PNNL

Abstract

Human high-density lipoproteins (HDL) are heterogenous in composition and recent evidence indicates HDL is a mixture of structurally-related particles that perform distinct physiological functions. However, our molecular understanding of specific subspecies is incomplete, largely because they are difficult to isolate due to similar physico-chemical properties. In previous studies investigating human HDL that contain the major scaffold protein apolipoprotein A-I (APOA1) but lack a second scaffold protein (APOA2), designated LpA-I, we observed this subfraction is composed primarily of two distinctly-sized populations human plasma.
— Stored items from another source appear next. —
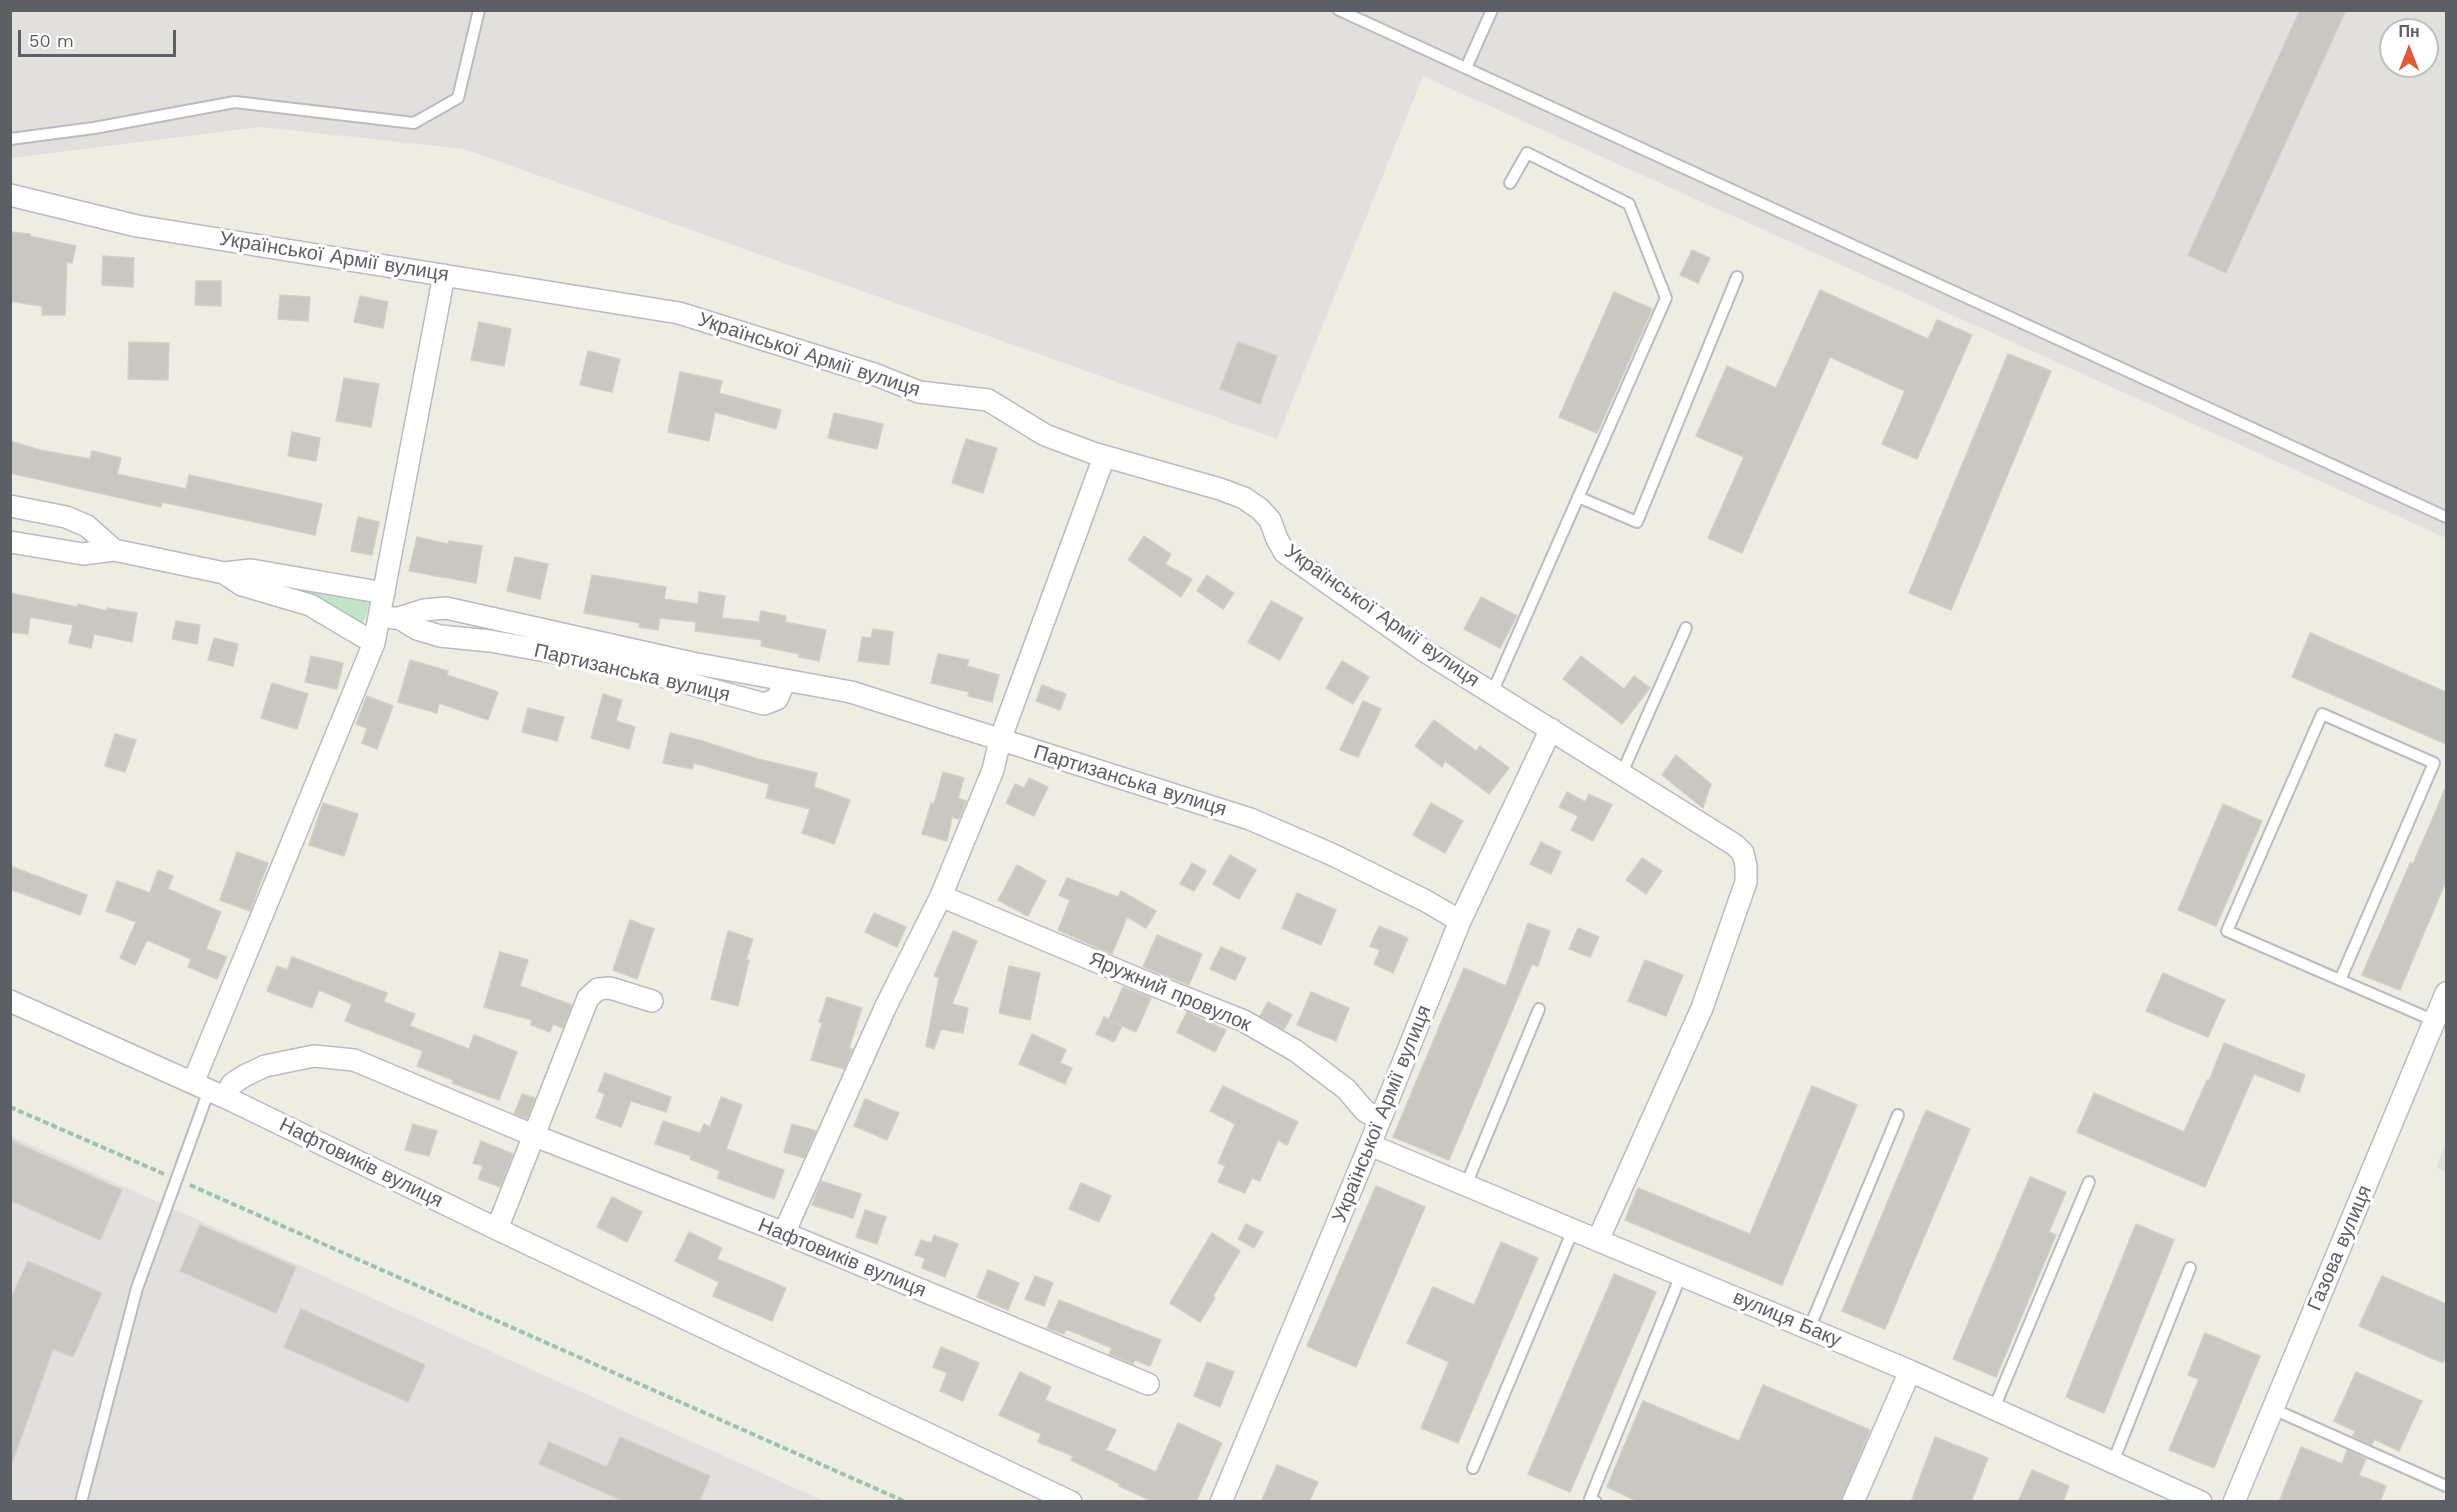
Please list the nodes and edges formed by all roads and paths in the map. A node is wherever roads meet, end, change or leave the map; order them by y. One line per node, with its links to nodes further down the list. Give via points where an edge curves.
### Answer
1 (479, 10): 5 (lane, via 458,98 414,123 235,102)
2 (1340, 10): 4 (lane)
3 (1492, 10): 4 (lane)
4 (1466, 68): 13 (lane)
5 (10, 139)
6 (1510, 183): 11 (lane, via 1527,153 1629,204 1666,298)
7 (10, 195): 8 (street, Української Армії вулиця, via 136,226)
8 (444, 275): 10 (street, Української Армії вулиця, via 679,313 874,374 919,392 988,400 1045,435); 17 (street)
9 (1737, 277): 11 (lane, via 1637,522)
10 (1104, 457): 21 (street, Української Армії вулиця, via 1244,498 1270,520 1285,553); 23 (street)
11 (1578, 497): 21 (lane)
12 (10, 506): 15 (street, via 66,517 87,526)
13 (2446, 517)
14 (10, 542): 15 (street, via 83,554)
15 (114, 550): 16 (street)
16 (224, 573): 17 (street, via 251,570); 20 (street, via 242,585 310,605)
17 (384, 593): 18 (street)
18 (389, 618): 20 (street); 23 (street, Партизанська вулиця, via 440,636 613,663 764,704 777,699 785,681 851,692)
19 (1686, 628): 24 (lane)
20 (374, 643): 33 (street)
21 (1492, 693): 22 (street, Української Армії вулиця)
22 (1551, 729): 24 (street, Української Армії вулиця); 26 (street, Української Армії вулиця)
23 (1000, 740): 25 (street, via 993,770); 26 (street, Партизанська вулиця, via 1250,819 1331,854)
24 (1622, 774): 45 (street, Української Армії вулиця, via 1735,845 1743,853 1746,882 1702,1008)
25 (941, 896): 36 (street, Яружний провулок, via 1244,1021 1296,1051); 44 (street, via 886,1006)
26 (1460, 921): 36 (street, Української Армії вулиця)
27 (2340, 980): 27 (lane, via 2227,931 2322,714 2434,763); 32 (lane)
28 (2446, 993): 32 (street, Газова вулиця)
29 (10, 1001): 33 (street, Нафтовиків вулиця)
30 (652, 1001): 37 (street, via 610,988 598,989 588,998)
31 (1539, 1009): 41 (lane)
32 (2435, 1021): 52 (street, Газова вулиця)
33 (209, 1090): 37 (street, Нафтовиків вулиця, via 232,1084 265,1066 314,1056 335,1057 354,1060); 39 (lane); 42 (street, Нафтовиків вулиця)
34 (10, 1107): 39 (path)
35 (1898, 1115): 48 (lane)
36 (1380, 1120): 38 (street, Української Армії вулиця)
37 (535, 1136): 42 (street); 44 (street, Нафтовиків вулиця)
38 (1370, 1144): 41 (street, вулиця Баку); 59 (street, Української Армії вулиця)
39 (177, 1179): 56 (lane, via 137,1288); 57 (path)
40 (2089, 1182): 51 (lane)
41 (1466, 1185): 43 (street, вулиця Баку)
42 (497, 1229): 58 (street, Нафтовиків вулиця)
43 (1573, 1230): 45 (street, вулиця Баку); 54 (lane)
44 (784, 1233): 50 (street, Нафтовиків вулиця)
45 (1598, 1240): 47 (street, вулиця Баку)
46 (2190, 1268): 53 (lane)
47 (1681, 1275): 48 (street, вулиця Баку); 60 (lane, via 1590,1499)
48 (1809, 1329): 49 (street, вулиця Баку)
49 (1910, 1371): 51 (street, вулиця Баку); 61 (street)
50 (1148, 1384)
51 (1994, 1408): 53 (street, вулиця Баку)
52 (2273, 1409): 55 (lane); 63 (street, Газова вулиця)
53 (2113, 1462): 62 (street, вулиця Баку)
54 (1473, 1468)
55 (2446, 1486)
56 (81, 1502)
57 (906, 1502)
58 (1071, 1502)
59 (1221, 1502)
60 (1596, 1502)
61 (1853, 1502)
62 (2201, 1502)
63 (2234, 1502)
Using high-resolution size exclusion chromatography, we isolated these “large” and “small” populations and performed a deep molecular characterization of each using mass spectrometry. The LpA-I large population was spherical with a diameter of 109 Å and contained 3 molecules of APOA1 while the small population was 91 Å and contained between 3-4 molecules of APOA1. The large population contained the highest proteomic diversity. Overall lipid contents were relatively similar between the subfractions, though the large particles tended to be enriched in ceramides and depleted in free cholesterol. The data indicate that the major driver of LpA-I HDL particle size is the scaffold formed by APOA1, with non-scaffold minor proteins contributing little to particle size. We propose that the presence of APOA2 disrupts APOA1-mediated particle size quantization, driving most of the particle size heterogeneity observed in HDL as a whole. This understanding of the determinants of HDL particle size serves as a basis for understanding the functional heterogeneity of HDL in a variety of disease states.